The Daily Office | February 25, 2018
Genesis 9:1-17 (and 11:1-9)
Collect: Ash Wednesday
Almighty and everlasting God, you hate nothing you have made, and you forgive the sins of all who are penitent: Create and make in us new and contrite hearts, that we, worthily lamenting our sins and acknowledging our wretchedness, may obtain of you, the God of all mercy, perfect remission and forgiveness; through Jesus Christ our Lord; who lives and reigns with you and the Holy Spirit, one God, for ever and ever.
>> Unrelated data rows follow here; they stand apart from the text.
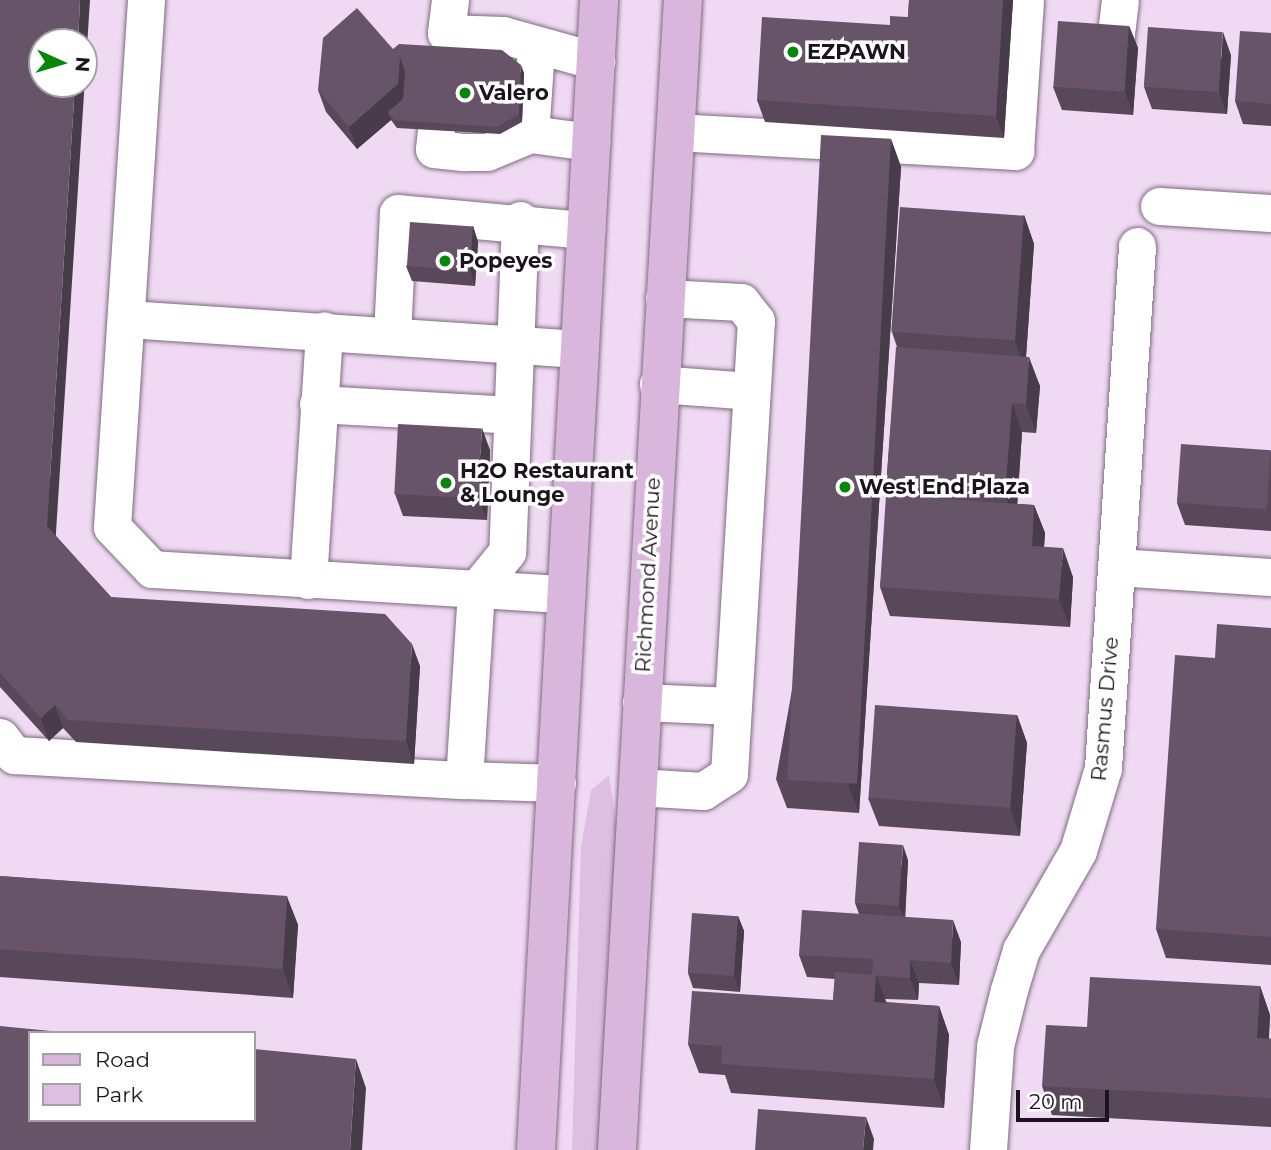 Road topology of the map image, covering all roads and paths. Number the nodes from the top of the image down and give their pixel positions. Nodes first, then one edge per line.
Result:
1 (146, 0) edge
2 (600, 0) edge
3 (683, 0) edge
4 (1025, 0) edge
5 (1120, 0) edge
6 (470, 39) edge
7 (1115, 42) edge
8 (536, 49) junction
9 (596, 61) junction
10 (676, 132) junction
11 (592, 142) junction
12 (1159, 206) dead end
13 (1271, 213) edge
14 (520, 220) junction
15 (586, 230) junction
16 (1137, 246) dead end
17 (664, 298) junction
18 (127, 319) junction
19 (324, 331) junction
20 (392, 335) junction
21 (513, 342) junction
22 (579, 349) junction
23 (658, 384) junction
24 (751, 391) junction
25 (318, 404) junction
26 (512, 415) junction
27 (1116, 567) junction
28 (1271, 578) edge
29 (308, 580) junction
30 (476, 590) junction
31 (566, 594) junction
32 (641, 702) junction
33 (733, 706) junction
34 (0, 737) edge
35 (464, 780) junction
36 (557, 783) junction
37 (636, 787) junction
38 (536, 1150) edge
39 (617, 1150) edge
40 (988, 1150) edge

1 - 18 street
2 - 9 main road
3 - 10 main road, Richmond Avenue
4 - 10 street
5 - 7 street
6 - 8 street
8 - 9 street
8 - 11 street
9 - 11 main road
10 - 17 main road, Richmond Avenue
11 - 15 main road
12 - 13 street
14 - 15 street
14 - 20 street
14 - 21 street
15 - 22 main road
16 - 27 street, Rasmus Drive
17 - 23 main road, Richmond Avenue
17 - 24 street
18 - 19 street
18 - 29 street
19 - 20 street
19 - 25 street
20 - 21 street
21 - 22 street
21 - 26 street
22 - 31 main road
23 - 24 street
23 - 32 main road, Richmond Avenue
24 - 33 street
25 - 26 street
25 - 29 street
26 - 30 street
27 - 28 street
27 - 40 street, Rasmus Drive
29 - 30 street
30 - 31 street
30 - 35 street
31 - 36 main road
32 - 33 street
32 - 37 main road, Richmond Avenue
33 - 37 street
34 - 35 street
35 - 36 street
36 - 38 main road
37 - 39 main road, Richmond Avenue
Amen.
Collect: The Second Sunday in Lent
Almighty God, you know that we have no power in ourselves to help ourselves: Keep us both outwardly in our bodies and inwardly in our souls, that we may be defended from all adversities which may happen to the body, and from all evil thoughts which may assault and hurt the soul; through Jesus Christ our Lord; who lives and reigns with you and the Holy Spirit, one God, for ever and ever. Amen.
Sarah laughed to herself as she thought, “After I am worn out and my master is old, will I now have this pleasure?”
Sometimes we let our dreams die because it is too painful to see them unfulfilled month after month, year after year. We accept what is and move on. Hope becomes hard and believing a promise of a hope fulfilled after so much disappointment seems risky. So Sarah laughs a “too good to be true” laugh and reminds herself of her barren reality. But God answers, “Is anything to hard for the Lord?” and he restates the promise of a coming son.
A father has lost a son—one who betrayed his family by taking his inheritance and running off to live how he pleased. But again the impossible happens and the father rejoices and acknowledges that this son was dead but is alive again.
Jesus is in the garden praying, aware of what is coming. He prays what he well knows, “Father, everything is possible for you.” There is no doubt of God’s ability in Jesus. There is no hiding from the Father that he would like things to be different. But Jesus shows us how to hold confidence in God along with a heart that bends to His will. “Not what I will, but what you will.”
An atheist challenged me once by asking why I only prayed for what seemed possible. It was a convicting moment. Do you truly believe that everything is possible for God? Can you ask with confidence for your deepest longings and dreams? He already knows our hearts. You do not have to hide. God’s heart is tender toward you, and knowing the love of God for you allows you to honestly say, "but your will and not mine.” Hold on today to knowing that God is bigger and more able than you can imagine. What feels too hard? Take that to the Father in faith and trust.